• **Work to complete**:
Whenever a line contains the string "Chesapeake", copy it out of the entries.

• **Extracted data**:
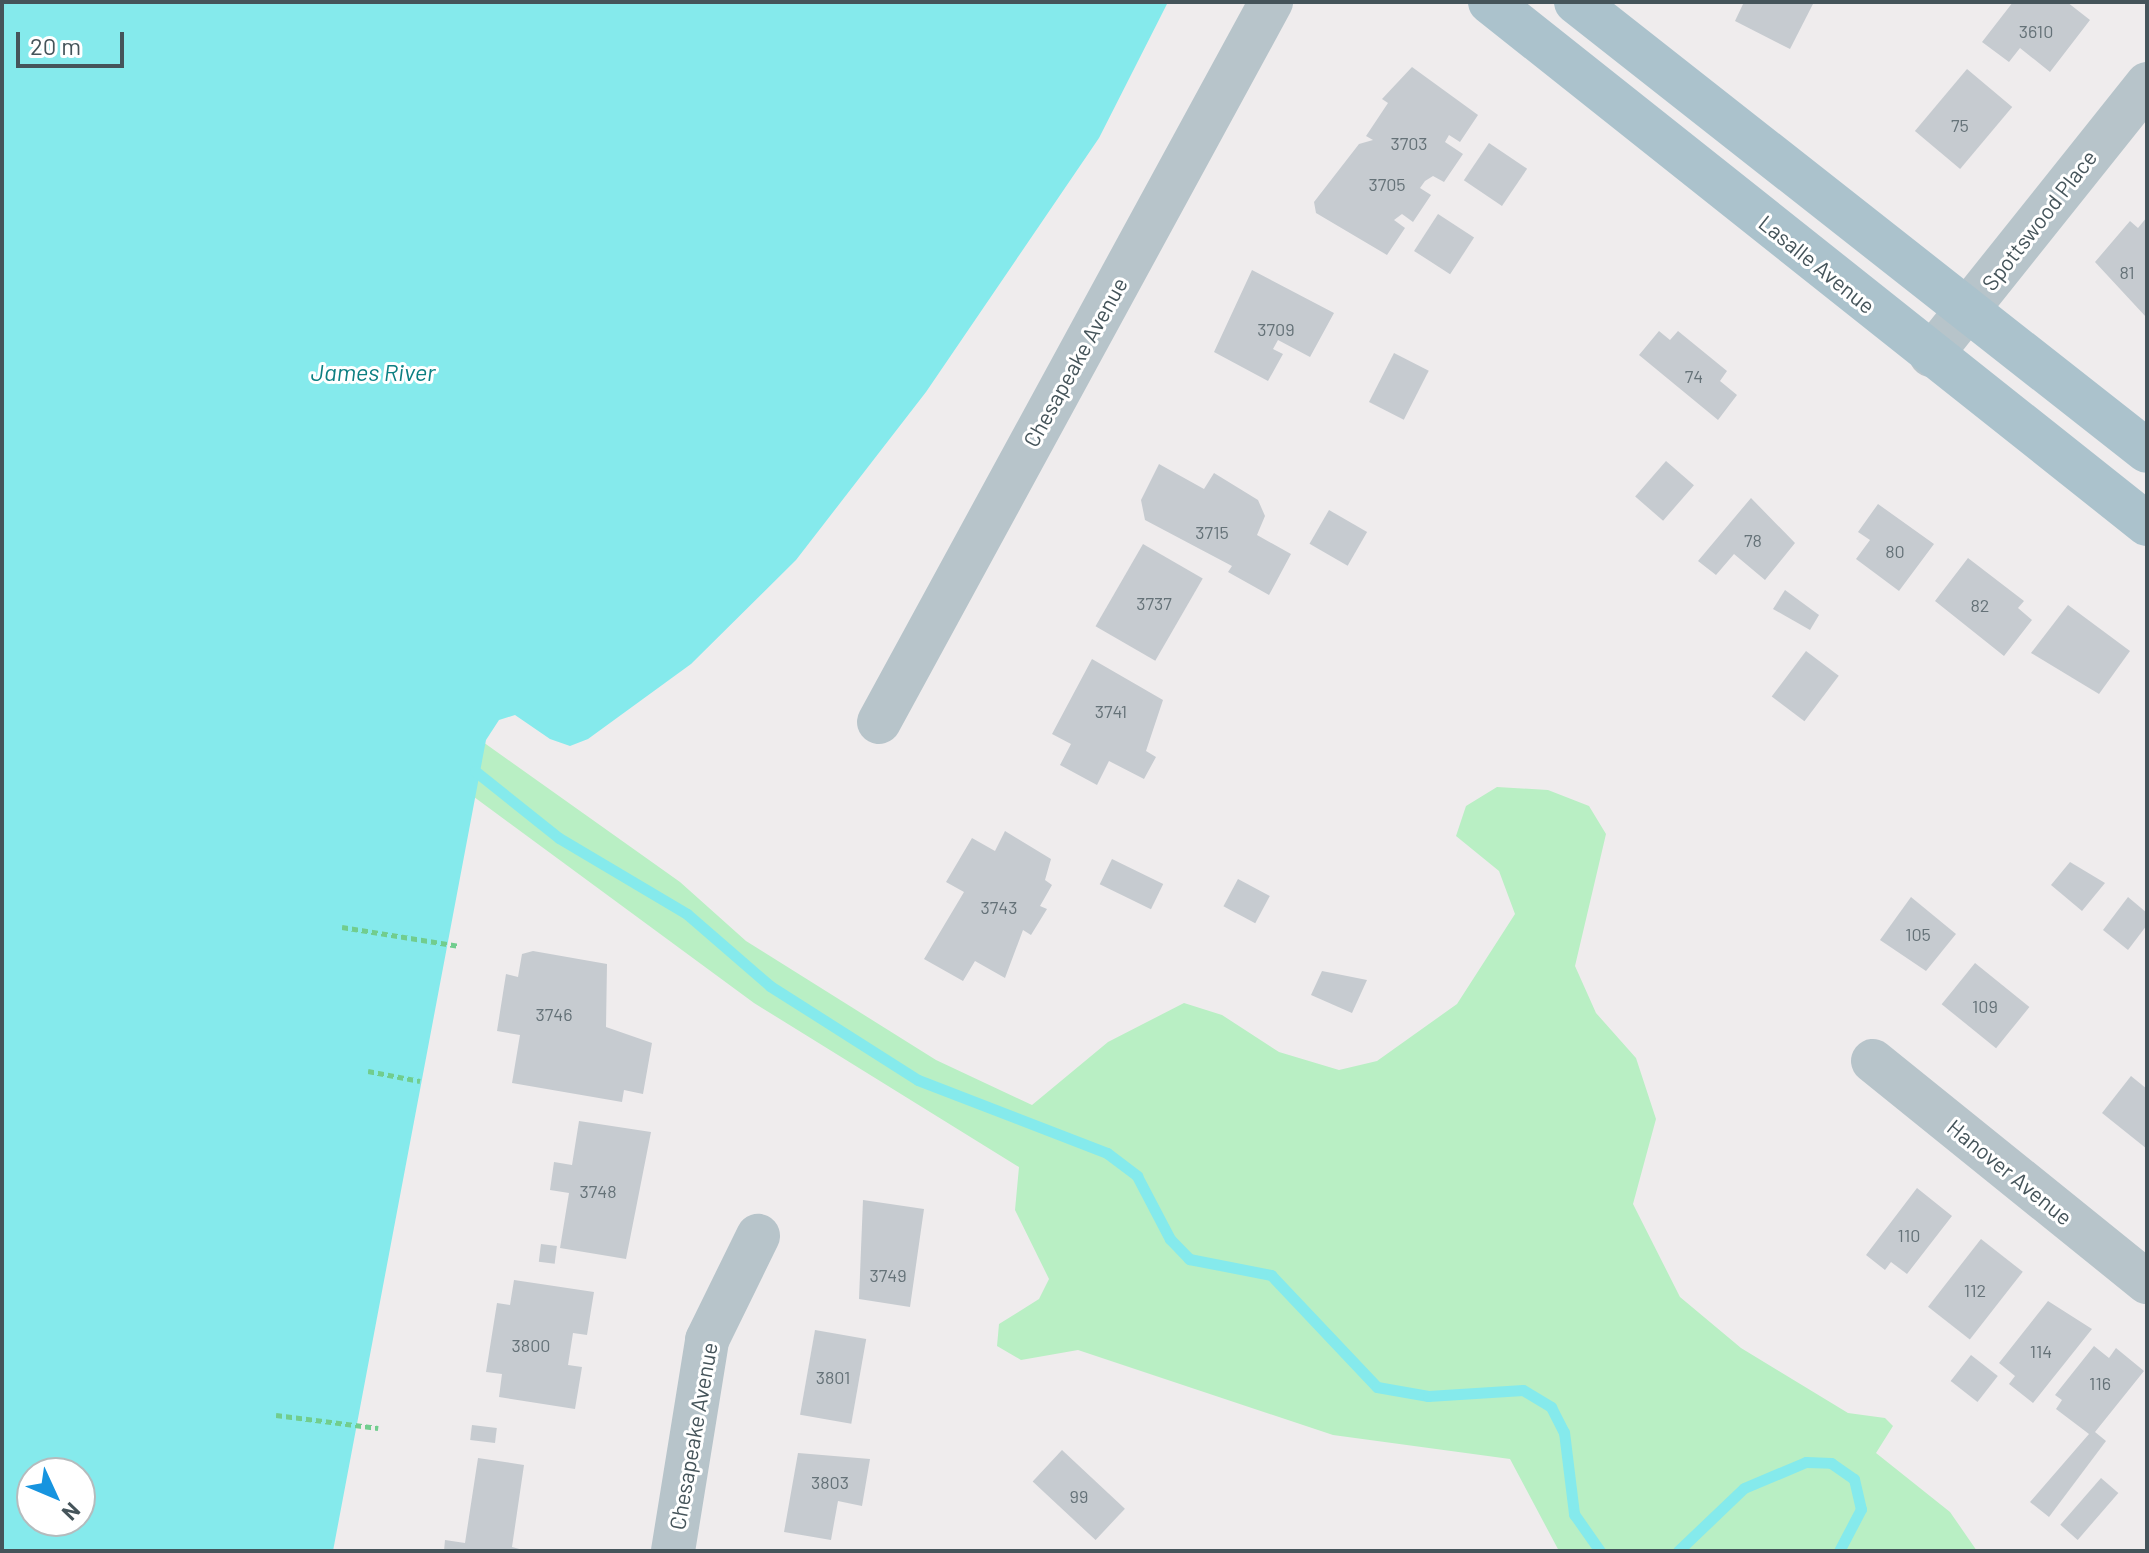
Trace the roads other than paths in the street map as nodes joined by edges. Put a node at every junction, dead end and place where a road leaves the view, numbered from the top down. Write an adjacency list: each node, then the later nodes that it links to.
1 (1271, 2): 9 (street, Chesapeake Avenue)
2 (1490, 2): 6 (main road, Lasalle Avenue)
3 (1576, 2): 5 (main road)
4 (2147, 84): 5 (street, Spottswood Place)
5 (1968, 310): 6 (street, Spottswood Place); 7 (main road)
6 (1931, 355): 8 (main road, Lasalle Avenue)
7 (2147, 451)
8 (2147, 524)
9 (879, 722)
10 (1873, 1061): 12 (street, Hanover Avenue)
11 (758, 1236): 13 (street, Chesapeake Avenue)
12 (2147, 1282)
13 (673, 1551)

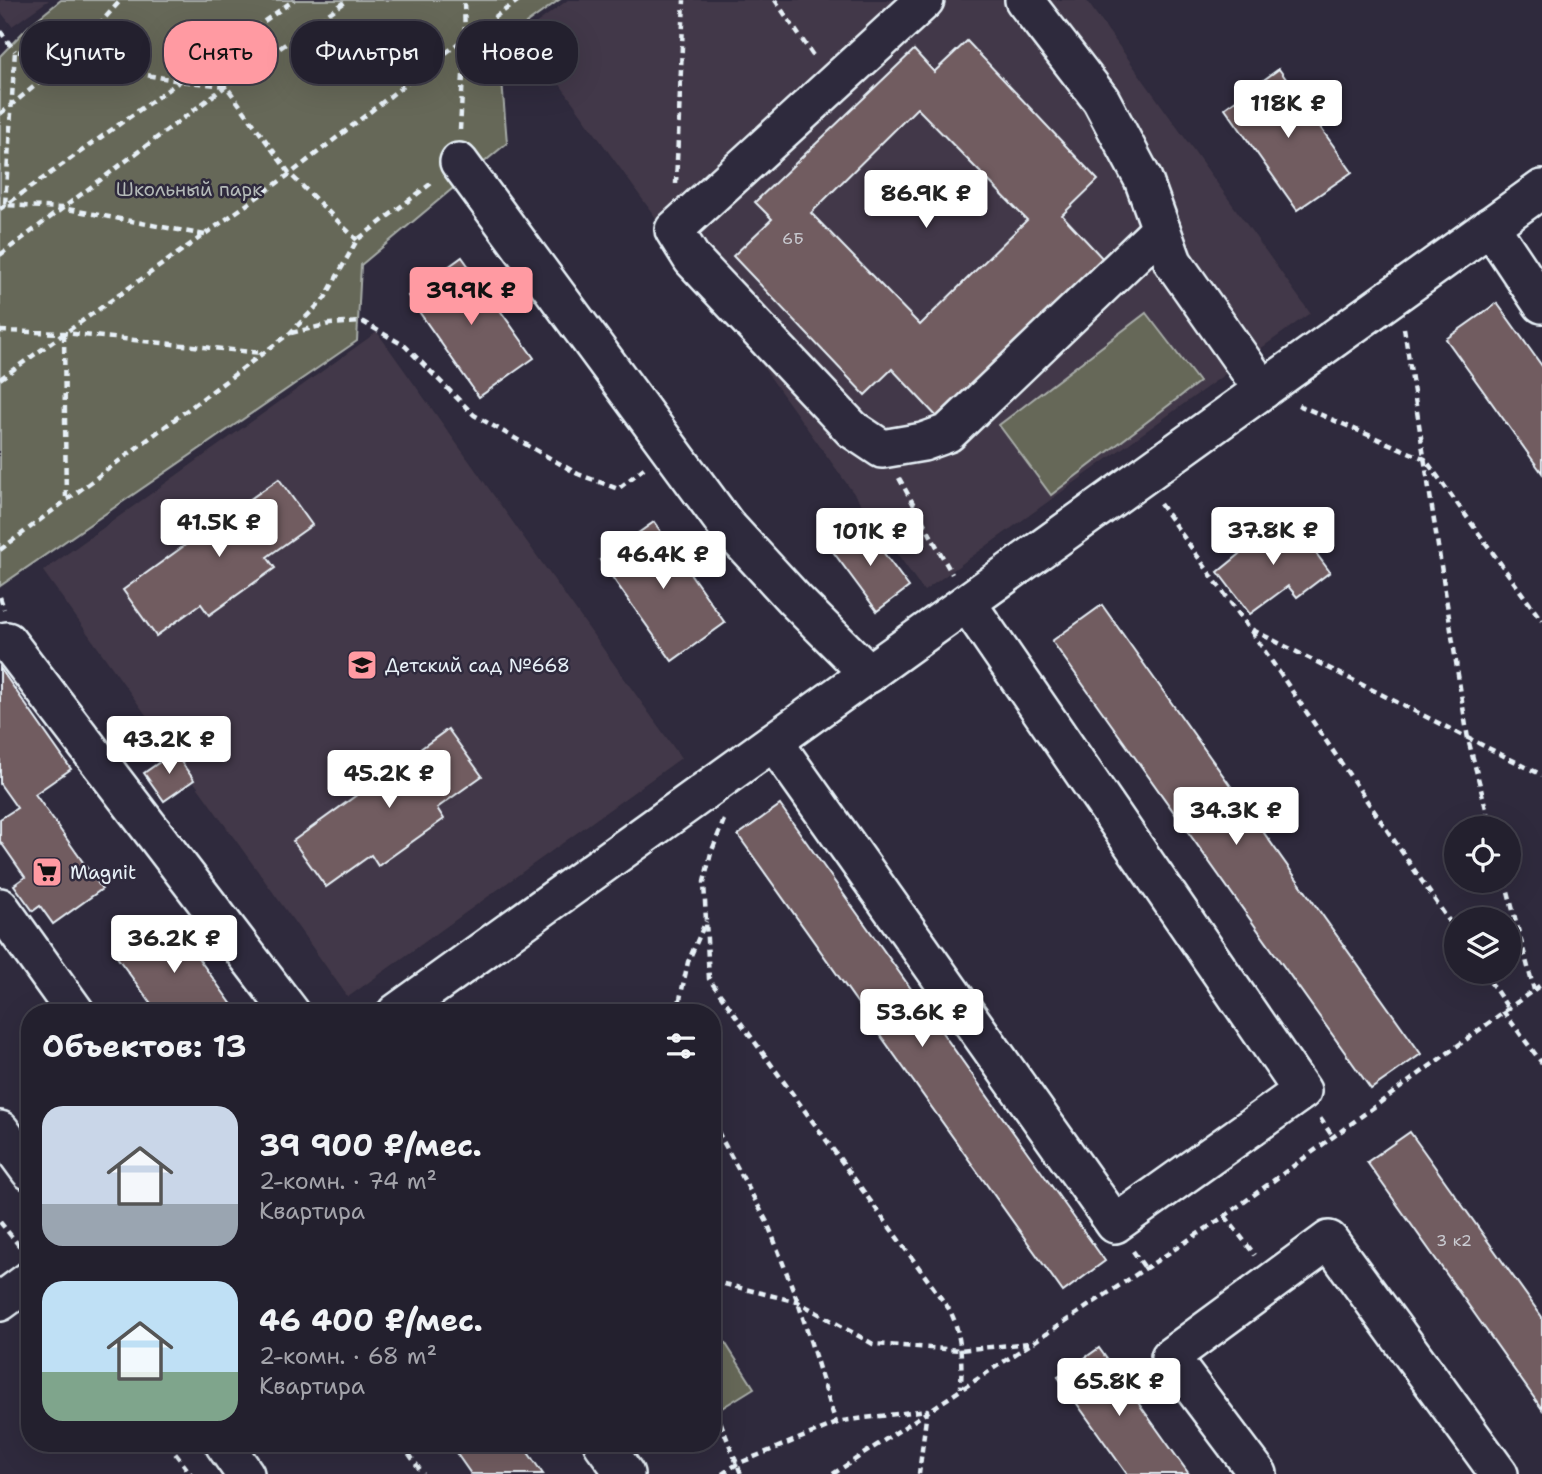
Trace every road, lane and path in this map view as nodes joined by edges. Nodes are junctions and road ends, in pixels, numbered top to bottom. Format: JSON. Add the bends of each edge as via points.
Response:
{"nodes":[{"id":1,"x":121,"y":0,"type":"edge"},
{"id":2,"x":294,"y":0,"type":"edge"},
{"id":3,"x":348,"y":0,"type":"edge"},
{"id":4,"x":464,"y":0,"type":"edge"},
{"id":5,"x":519,"y":0,"type":"edge"},
{"id":6,"x":684,"y":0,"type":"edge"},
{"id":7,"x":775,"y":0,"type":"edge"},
{"id":8,"x":925,"y":0,"type":"edge"},
{"id":9,"x":1024,"y":0,"type":"edge"},
{"id":10,"x":102,"y":21,"type":"edge"},
{"id":11,"x":265,"y":21,"type":"edge"},
{"id":12,"x":465,"y":21,"type":"edge"},
{"id":13,"x":489,"y":21,"type":"edge"},
{"id":14,"x":0,"y":31,"type":"edge"},
{"id":15,"x":457,"y":44,"type":"edge"},
{"id":16,"x":15,"y":51,"type":"junction"},
{"id":17,"x":21,"y":52,"type":"edge"},
{"id":18,"x":277,"y":52,"type":"edge"},
{"id":19,"x":38,"y":84,"type":"edge"},
{"id":20,"x":176,"y":84,"type":"edge"},
{"id":21,"x":208,"y":84,"type":"edge"},
{"id":22,"x":229,"y":84,"type":"edge"},
{"id":23,"x":463,"y":84,"type":"edge"},
{"id":24,"x":226,"y":86,"type":"junction"},
{"id":25,"x":833,"y":86,"type":"junction"},
{"id":26,"x":10,"y":107,"type":"junction"},
{"id":27,"x":0,"y":114,"type":"edge"},
{"id":28,"x":459,"y":162,"type":"junction"},
{"id":29,"x":290,"y":174,"type":"junction"},
{"id":30,"x":1542,"y":189,"type":"edge"},
{"id":31,"x":2,"y":207,"type":"edge"},
{"id":32,"x":62,"y":208,"type":"junction"},
{"id":33,"x":1490,"y":226,"type":"junction"},
{"id":34,"x":1161,"y":229,"type":"junction"},
{"id":35,"x":674,"y":230,"type":"junction"},
{"id":36,"x":205,"y":235,"type":"junction"},
{"id":37,"x":357,"y":240,"type":"junction"},
{"id":38,"x":0,"y":255,"type":"edge"},
{"id":39,"x":1398,"y":293,"type":"junction"},
{"id":40,"x":1542,"y":304,"type":"edge"},
{"id":41,"x":0,"y":331,"type":"edge"},
{"id":42,"x":64,"y":333,"type":"junction"},
{"id":43,"x":290,"y":333,"type":"junction"},
{"id":44,"x":263,"y":353,"type":"junction"},
{"id":45,"x":0,"y":379,"type":"edge"},
{"id":46,"x":1263,"y":390,"type":"junction"},
{"id":47,"x":667,"y":443,"type":"junction"},
{"id":48,"x":882,"y":449,"type":"junction"},
{"id":49,"x":1426,"y":459,"type":"junction"},
{"id":50,"x":1141,"y":478,"type":"junction"},
{"id":51,"x":66,"y":502,"type":"junction"},
{"id":52,"x":0,"y":550,"type":"edge"},
{"id":53,"x":967,"y":603,"type":"junction"},
{"id":54,"x":1542,"y":621,"type":"edge"},
{"id":55,"x":1249,"y":628,"type":"junction"},
{"id":56,"x":7,"y":641,"type":"dead end"},
{"id":57,"x":869,"y":674,"type":"junction"},
{"id":58,"x":1468,"y":739,"type":"junction"},
{"id":59,"x":774,"y":742,"type":"junction"},
{"id":60,"x":1542,"y":775,"type":"edge"},
{"id":61,"x":727,"y":816,"type":"dead end"},
{"id":62,"x":1488,"y":816,"type":"edge"},
{"id":63,"x":1508,"y":893,"type":"edge"},
{"id":64,"x":0,"y":906,"type":"edge"},
{"id":65,"x":1444,"y":913,"type":"edge"},
{"id":66,"x":706,"y":920,"type":"junction"},
{"id":67,"x":1491,"y":984,"type":"edge"},
{"id":68,"x":1542,"y":984,"type":"edge"},
{"id":69,"x":1534,"y":990,"type":"junction"},
{"id":70,"x":70,"y":1004,"type":"edge"},
{"id":71,"x":284,"y":1004,"type":"edge"},
{"id":72,"x":409,"y":1004,"type":"edge"},
{"id":73,"x":679,"y":1004,"type":"edge"},
{"id":74,"x":1506,"y":1009,"type":"junction"},
{"id":75,"x":1542,"y":1063,"type":"edge"},
{"id":76,"x":0,"y":1130,"type":"edge"},
{"id":77,"x":721,"y":1138,"type":"edge"},
{"id":78,"x":21,"y":1159,"type":"edge"},
{"id":79,"x":1225,"y":1216,"type":"junction"},
{"id":80,"x":0,"y":1222,"type":"edge"},
{"id":81,"x":21,"y":1257,"type":"edge"},
{"id":82,"x":21,"y":1272,"type":"edge"},
{"id":83,"x":1275,"y":1280,"type":"junction"},
{"id":84,"x":721,"y":1283,"type":"edge"},
{"id":85,"x":0,"y":1302,"type":"edge"},
{"id":86,"x":798,"y":1302,"type":"junction"},
{"id":87,"x":1030,"y":1343,"type":"junction"},
{"id":88,"x":960,"y":1350,"type":"junction"},
{"id":89,"x":961,"y":1388,"type":"junction"},
{"id":90,"x":927,"y":1410,"type":"junction"},
{"id":91,"x":836,"y":1423,"type":"junction"},
{"id":92,"x":721,"y":1424,"type":"edge"},
{"id":93,"x":174,"y":1452,"type":"edge"},
{"id":94,"x":230,"y":1452,"type":"edge"},
{"id":95,"x":408,"y":1452,"type":"edge"},
{"id":96,"x":609,"y":1452,"type":"edge"},
{"id":97,"x":737,"y":1464,"type":"junction"},
{"id":98,"x":191,"y":1474,"type":"edge"},
{"id":99,"x":245,"y":1474,"type":"edge"},
{"id":100,"x":423,"y":1474,"type":"edge"},
{"id":101,"x":625,"y":1474,"type":"edge"},
{"id":102,"x":722,"y":1474,"type":"edge"},
{"id":103,"x":741,"y":1474,"type":"edge"},
{"id":104,"x":833,"y":1474,"type":"edge"},
{"id":105,"x":919,"y":1474,"type":"edge"},
{"id":106,"x":1258,"y":1474,"type":"edge"},
{"id":107,"x":1499,"y":1474,"type":"edge"}],
"edges":[{"from":1,"to":10,"type":"path"},
{"from":2,"to":11,"type":"path"},
{"from":3,"to":18,"type":"path"},
{"from":4,"to":12,"type":"path"},
{"from":5,"to":13,"type":"path"},
{"from":6,"to":35,"type":"path"},
{"from":7,"to":25,"type":"path"},
{"from":8,"to":25,"type":"street"},
{"from":9,"to":34,"type":"street","via":[[1101,100],[1143,178]]},
{"from":14,"to":16,"type":"path"},
{"from":15,"to":29,"type":"path"},
{"from":16,"to":17,"type":"path"},
{"from":16,"to":26,"type":"path"},
{"from":19,"to":26,"type":"path"},
{"from":20,"to":31,"type":"path"},
{"from":21,"to":24,"type":"path"},
{"from":22,"to":24,"type":"path"},
{"from":23,"to":28,"type":"path"},
{"from":24,"to":29,"type":"path"},
{"from":24,"to":32,"type":"path"},
{"from":25,"to":35,"type":"street"},
{"from":26,"to":27,"type":"path"},
{"from":26,"to":31,"type":"path"},
{"from":28,"to":37,"type":"path"},
{"from":28,"to":47,"type":"street"},
{"from":29,"to":36,"type":"path"},
{"from":29,"to":37,"type":"path"},
{"from":30,"to":33,"type":"street"},
{"from":31,"to":32,"type":"path"},
{"from":32,"to":36,"type":"path"},
{"from":32,"to":38,"type":"path"},
{"from":33,"to":39,"type":"street"},
{"from":33,"to":40,"type":"street"},
{"from":34,"to":46,"type":"street","via":[[1173,262]]},
{"from":34,"to":48,"type":"street","via":[[948,433]]},
{"from":35,"to":48,"type":"street","via":[[692,260],[791,365],[852,429]]},
{"from":36,"to":42,"type":"path"},
{"from":37,"to":43,"type":"path","via":[[325,298]]},
{"from":39,"to":46,"type":"street"},
{"from":39,"to":49,"type":"path"},
{"from":41,"to":42,"type":"path"},
{"from":42,"to":44,"type":"path"},
{"from":42,"to":45,"type":"path"},
{"from":42,"to":51,"type":"path"},
{"from":43,"to":44,"type":"path"},
{"from":43,"to":47,"type":"path","via":[[363,322],[405,346],[474,415],[578,474],[618,489]]},
{"from":44,"to":51,"type":"path"},
{"from":46,"to":49,"type":"path"},
{"from":46,"to":50,"type":"street"},
{"from":47,"to":57,"type":"street","via":[[726,525]]},
{"from":48,"to":53,"type":"path"},
{"from":49,"to":54,"type":"path"},
{"from":49,"to":58,"type":"path"},
{"from":50,"to":53,"type":"street"},
{"from":50,"to":55,"type":"path"},
{"from":51,"to":52,"type":"path"},
{"from":53,"to":57,"type":"street"},
{"from":53,"to":59,"type":"street","via":[[1302,1091],[1115,1224]]},
{"from":55,"to":58,"type":"path"},
{"from":55,"to":65,"type":"path"},
{"from":56,"to":71,"type":"street"},
{"from":57,"to":59,"type":"street"},
{"from":58,"to":60,"type":"path"},
{"from":58,"to":62,"type":"path"},
{"from":59,"to":72,"type":"street"},
{"from":61,"to":66,"type":"path","via":[[704,882]]},
{"from":63,"to":69,"type":"path"},
{"from":64,"to":70,"type":"street"},
{"from":66,"to":73,"type":"path","via":[[688,962]]},
{"from":66,"to":88,"type":"path","via":[[709,979],[949,1309]]},
{"from":67,"to":74,"type":"path"},
{"from":68,"to":69,"type":"path"},
{"from":69,"to":74,"type":"path"},
{"from":74,"to":75,"type":"path"},
{"from":74,"to":79,"type":"path"},
{"from":76,"to":78,"type":"street"},
{"from":77,"to":86,"type":"path","via":[[767,1222]]},
{"from":79,"to":83,"type":"path"},
{"from":79,"to":87,"type":"path"},
{"from":80,"to":81,"type":"path"},
{"from":82,"to":85,"type":"street"},
{"from":83,"to":106,"type":"street","via":[[1170,1357]]},
{"from":83,"to":107,"type":"street","via":[[1329,1240]]},
{"from":84,"to":86,"type":"path"},
{"from":86,"to":88,"type":"path","via":[[873,1344]]},
{"from":86,"to":91,"type":"path"},
{"from":87,"to":88,"type":"path"},
{"from":87,"to":89,"type":"path"},
{"from":88,"to":89,"type":"path"},
{"from":89,"to":90,"type":"path"},
{"from":90,"to":91,"type":"path"},
{"from":90,"to":104,"type":"path"},
{"from":90,"to":105,"type":"path"},
{"from":91,"to":97,"type":"path"},
{"from":92,"to":97,"type":"path"},
{"from":93,"to":98,"type":"path"},
{"from":94,"to":99,"type":"street"},
{"from":95,"to":100,"type":"path"},
{"from":96,"to":101,"type":"street"},
{"from":97,"to":102,"type":"path"},
{"from":97,"to":103,"type":"path"}]}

• **Task result**:
1 (1271, 2): 9 (street, Chesapeake Avenue)
11 (758, 1236): 13 (street, Chesapeake Avenue)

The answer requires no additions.